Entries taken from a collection
------------------------------------------------
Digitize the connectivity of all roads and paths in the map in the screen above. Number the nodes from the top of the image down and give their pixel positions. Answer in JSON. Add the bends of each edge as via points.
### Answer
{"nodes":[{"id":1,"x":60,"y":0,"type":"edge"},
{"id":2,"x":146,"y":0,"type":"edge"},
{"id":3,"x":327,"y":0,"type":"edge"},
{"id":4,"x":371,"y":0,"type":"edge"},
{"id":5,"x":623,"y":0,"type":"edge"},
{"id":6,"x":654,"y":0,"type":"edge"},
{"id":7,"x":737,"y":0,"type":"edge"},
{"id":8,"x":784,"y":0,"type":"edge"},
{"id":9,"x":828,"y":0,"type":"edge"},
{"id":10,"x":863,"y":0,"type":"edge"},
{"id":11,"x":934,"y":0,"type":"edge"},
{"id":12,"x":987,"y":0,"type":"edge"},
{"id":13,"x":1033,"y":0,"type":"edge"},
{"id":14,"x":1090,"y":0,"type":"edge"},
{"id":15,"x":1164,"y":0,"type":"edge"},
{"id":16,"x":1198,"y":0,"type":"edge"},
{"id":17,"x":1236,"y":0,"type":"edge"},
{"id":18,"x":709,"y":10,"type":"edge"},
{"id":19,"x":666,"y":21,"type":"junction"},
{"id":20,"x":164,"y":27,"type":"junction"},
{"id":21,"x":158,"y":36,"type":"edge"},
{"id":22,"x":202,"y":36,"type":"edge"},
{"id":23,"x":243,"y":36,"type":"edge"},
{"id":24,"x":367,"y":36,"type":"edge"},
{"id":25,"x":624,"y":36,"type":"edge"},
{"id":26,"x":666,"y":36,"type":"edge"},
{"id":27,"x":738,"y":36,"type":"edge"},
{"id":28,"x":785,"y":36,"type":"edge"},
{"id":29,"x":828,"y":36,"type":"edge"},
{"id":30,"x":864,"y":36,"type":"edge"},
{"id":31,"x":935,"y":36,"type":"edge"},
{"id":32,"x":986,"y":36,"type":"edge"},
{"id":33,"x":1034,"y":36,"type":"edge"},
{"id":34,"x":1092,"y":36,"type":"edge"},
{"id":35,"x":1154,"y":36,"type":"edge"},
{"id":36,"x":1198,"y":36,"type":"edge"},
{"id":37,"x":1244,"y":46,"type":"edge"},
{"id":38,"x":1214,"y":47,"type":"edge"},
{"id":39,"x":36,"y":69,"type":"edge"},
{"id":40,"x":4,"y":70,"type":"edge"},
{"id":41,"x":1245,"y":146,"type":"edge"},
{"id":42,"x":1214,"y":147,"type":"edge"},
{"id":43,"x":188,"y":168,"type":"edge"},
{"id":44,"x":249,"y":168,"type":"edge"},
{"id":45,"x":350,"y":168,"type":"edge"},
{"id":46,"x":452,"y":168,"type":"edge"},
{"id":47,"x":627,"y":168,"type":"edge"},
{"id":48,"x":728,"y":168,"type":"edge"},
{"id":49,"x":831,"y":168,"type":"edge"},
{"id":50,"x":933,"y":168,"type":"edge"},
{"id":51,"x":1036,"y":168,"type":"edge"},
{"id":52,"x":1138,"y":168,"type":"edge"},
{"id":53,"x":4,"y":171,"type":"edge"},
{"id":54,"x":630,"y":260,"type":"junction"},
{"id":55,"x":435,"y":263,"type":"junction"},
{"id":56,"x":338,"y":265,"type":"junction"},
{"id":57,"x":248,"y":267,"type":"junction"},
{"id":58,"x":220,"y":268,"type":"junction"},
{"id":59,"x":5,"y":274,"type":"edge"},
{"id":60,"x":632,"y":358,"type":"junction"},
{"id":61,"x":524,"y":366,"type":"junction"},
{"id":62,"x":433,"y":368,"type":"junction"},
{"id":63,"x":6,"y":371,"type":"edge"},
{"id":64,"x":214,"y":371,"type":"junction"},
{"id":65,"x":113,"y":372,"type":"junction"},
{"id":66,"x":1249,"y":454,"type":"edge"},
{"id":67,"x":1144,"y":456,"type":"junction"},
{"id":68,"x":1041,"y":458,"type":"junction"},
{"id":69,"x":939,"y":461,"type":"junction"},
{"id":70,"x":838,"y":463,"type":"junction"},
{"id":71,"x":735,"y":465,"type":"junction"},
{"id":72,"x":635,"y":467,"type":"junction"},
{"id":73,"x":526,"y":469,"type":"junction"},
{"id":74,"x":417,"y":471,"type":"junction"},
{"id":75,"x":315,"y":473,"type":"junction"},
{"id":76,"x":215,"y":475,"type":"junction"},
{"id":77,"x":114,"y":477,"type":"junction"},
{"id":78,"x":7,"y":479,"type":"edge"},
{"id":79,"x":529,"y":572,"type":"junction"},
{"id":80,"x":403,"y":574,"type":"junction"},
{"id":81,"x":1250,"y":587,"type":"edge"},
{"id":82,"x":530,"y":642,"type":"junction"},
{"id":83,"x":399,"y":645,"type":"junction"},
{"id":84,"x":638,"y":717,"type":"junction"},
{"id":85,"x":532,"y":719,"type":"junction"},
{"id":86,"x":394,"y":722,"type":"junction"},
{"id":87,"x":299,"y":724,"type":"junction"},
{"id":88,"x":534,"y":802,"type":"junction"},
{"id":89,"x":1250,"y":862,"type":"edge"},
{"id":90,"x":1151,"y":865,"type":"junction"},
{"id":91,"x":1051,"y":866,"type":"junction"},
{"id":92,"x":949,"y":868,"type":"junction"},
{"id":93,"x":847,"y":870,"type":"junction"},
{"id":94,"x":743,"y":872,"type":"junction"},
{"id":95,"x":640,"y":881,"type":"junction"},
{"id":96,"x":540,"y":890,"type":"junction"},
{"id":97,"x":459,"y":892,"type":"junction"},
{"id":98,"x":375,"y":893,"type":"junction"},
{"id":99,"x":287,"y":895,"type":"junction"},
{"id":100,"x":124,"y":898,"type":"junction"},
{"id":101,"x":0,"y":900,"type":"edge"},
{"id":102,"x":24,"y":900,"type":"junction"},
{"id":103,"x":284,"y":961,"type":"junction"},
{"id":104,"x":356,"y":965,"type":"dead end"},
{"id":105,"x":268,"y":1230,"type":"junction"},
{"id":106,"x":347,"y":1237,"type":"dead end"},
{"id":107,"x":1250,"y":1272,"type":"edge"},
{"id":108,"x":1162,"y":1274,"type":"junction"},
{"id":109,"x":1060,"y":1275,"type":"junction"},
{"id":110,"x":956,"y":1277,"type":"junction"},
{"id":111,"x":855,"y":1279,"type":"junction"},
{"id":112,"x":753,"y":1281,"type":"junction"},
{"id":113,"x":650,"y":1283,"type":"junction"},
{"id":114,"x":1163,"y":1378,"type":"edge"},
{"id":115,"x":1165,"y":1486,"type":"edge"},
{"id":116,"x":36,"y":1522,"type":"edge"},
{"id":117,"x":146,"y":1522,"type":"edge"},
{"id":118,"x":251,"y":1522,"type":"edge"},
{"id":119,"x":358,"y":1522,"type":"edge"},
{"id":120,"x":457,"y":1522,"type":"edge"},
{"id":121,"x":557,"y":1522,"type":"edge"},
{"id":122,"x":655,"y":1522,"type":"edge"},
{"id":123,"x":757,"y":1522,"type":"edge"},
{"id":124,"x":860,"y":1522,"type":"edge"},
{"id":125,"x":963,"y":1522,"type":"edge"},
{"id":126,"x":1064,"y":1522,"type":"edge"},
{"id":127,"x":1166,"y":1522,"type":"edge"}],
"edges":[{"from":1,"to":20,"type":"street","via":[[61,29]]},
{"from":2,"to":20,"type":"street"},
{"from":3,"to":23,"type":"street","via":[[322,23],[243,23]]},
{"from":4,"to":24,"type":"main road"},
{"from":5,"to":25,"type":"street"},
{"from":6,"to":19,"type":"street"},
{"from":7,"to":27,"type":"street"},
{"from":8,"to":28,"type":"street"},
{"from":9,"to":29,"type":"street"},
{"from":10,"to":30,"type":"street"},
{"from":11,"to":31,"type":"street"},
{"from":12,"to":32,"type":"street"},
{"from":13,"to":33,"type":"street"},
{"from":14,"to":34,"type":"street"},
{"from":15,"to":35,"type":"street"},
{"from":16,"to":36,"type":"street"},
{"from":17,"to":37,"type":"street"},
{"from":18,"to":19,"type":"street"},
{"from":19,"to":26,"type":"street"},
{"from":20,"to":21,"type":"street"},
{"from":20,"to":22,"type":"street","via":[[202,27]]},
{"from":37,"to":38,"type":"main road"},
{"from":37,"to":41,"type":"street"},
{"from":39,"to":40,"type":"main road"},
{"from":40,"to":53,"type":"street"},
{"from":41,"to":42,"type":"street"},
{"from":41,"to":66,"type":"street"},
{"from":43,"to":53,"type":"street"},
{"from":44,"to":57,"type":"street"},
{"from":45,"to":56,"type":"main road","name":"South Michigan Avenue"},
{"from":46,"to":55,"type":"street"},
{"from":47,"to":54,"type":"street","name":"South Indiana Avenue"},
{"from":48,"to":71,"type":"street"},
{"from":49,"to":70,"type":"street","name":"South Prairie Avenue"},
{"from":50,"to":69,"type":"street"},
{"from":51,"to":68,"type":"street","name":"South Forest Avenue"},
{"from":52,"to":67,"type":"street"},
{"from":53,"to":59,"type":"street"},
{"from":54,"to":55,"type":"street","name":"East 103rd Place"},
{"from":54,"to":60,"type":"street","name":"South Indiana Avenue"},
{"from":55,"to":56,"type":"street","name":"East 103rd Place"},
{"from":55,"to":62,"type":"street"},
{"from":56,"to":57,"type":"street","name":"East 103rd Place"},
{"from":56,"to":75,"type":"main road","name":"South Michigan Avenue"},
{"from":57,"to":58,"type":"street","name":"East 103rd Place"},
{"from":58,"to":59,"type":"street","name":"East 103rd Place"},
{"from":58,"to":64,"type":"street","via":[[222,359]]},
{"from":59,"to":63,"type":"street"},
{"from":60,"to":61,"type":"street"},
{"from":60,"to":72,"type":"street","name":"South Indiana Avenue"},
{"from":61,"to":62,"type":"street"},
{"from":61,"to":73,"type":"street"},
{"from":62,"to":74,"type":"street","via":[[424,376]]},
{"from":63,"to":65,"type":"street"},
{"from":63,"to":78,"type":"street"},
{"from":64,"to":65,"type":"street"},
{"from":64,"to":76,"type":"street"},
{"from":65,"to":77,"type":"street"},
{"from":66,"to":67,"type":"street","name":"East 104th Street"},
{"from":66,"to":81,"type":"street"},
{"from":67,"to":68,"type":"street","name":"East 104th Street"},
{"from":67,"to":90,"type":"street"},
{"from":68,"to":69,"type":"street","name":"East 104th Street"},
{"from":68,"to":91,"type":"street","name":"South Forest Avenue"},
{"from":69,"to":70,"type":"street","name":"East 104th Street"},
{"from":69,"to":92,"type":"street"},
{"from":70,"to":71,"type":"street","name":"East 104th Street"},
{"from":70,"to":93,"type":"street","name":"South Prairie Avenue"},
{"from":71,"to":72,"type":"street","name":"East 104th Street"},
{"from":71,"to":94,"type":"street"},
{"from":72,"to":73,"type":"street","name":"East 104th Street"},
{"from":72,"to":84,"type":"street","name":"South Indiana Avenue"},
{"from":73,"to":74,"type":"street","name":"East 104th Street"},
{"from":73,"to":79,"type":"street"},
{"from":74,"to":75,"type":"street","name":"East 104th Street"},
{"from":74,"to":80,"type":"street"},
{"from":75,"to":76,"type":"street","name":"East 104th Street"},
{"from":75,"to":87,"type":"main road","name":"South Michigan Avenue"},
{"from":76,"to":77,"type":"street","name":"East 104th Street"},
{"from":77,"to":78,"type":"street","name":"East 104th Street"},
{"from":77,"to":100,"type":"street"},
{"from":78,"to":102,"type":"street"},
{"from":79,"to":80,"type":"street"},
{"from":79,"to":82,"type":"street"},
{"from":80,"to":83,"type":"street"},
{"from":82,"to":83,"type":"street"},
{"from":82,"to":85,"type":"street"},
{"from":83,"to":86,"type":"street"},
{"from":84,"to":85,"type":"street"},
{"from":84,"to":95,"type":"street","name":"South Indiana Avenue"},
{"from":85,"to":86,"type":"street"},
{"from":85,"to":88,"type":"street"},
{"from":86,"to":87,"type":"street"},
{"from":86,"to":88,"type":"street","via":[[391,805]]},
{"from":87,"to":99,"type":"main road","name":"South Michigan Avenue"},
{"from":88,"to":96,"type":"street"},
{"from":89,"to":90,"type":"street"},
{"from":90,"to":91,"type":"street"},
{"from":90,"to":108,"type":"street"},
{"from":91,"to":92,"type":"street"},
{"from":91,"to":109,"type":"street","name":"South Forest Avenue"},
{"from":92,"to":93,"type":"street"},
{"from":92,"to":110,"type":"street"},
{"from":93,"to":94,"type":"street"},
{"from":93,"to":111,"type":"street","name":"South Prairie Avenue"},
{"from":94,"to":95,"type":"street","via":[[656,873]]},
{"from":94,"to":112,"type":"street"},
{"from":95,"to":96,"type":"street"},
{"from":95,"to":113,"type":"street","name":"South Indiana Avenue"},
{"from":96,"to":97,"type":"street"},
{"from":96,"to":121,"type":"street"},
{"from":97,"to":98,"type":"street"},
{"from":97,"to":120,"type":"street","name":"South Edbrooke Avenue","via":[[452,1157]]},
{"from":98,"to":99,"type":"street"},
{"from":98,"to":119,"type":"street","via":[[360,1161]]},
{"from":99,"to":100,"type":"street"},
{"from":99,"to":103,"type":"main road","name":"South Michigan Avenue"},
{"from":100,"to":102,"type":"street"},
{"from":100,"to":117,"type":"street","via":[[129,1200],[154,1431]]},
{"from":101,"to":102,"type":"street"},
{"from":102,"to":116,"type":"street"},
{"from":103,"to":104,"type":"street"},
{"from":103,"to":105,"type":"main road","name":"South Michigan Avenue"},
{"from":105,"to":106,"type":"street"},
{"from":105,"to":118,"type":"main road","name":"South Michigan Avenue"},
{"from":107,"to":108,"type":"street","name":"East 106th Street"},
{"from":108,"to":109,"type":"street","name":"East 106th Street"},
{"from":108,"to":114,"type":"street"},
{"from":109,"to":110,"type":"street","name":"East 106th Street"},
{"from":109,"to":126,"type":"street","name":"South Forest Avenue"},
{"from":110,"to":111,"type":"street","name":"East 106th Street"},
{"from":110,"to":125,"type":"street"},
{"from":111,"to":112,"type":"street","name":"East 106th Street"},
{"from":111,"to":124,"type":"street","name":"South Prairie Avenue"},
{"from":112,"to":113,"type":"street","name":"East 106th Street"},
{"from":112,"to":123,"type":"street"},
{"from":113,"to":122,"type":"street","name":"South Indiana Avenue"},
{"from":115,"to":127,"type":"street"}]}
------------------------------------------------
_WHAT IS REQUIRED:_
Copy each line of the data that includes the word "Prairie".

_ANSWER TO THE PROBLEM:_
{"from":49,"to":70,"type":"street","name":"South Prairie Avenue"},
{"from":70,"to":93,"type":"street","name":"South Prairie Avenue"},
{"from":93,"to":111,"type":"street","name":"South Prairie Avenue"},
{"from":111,"to":124,"type":"street","name":"South Prairie Avenue"},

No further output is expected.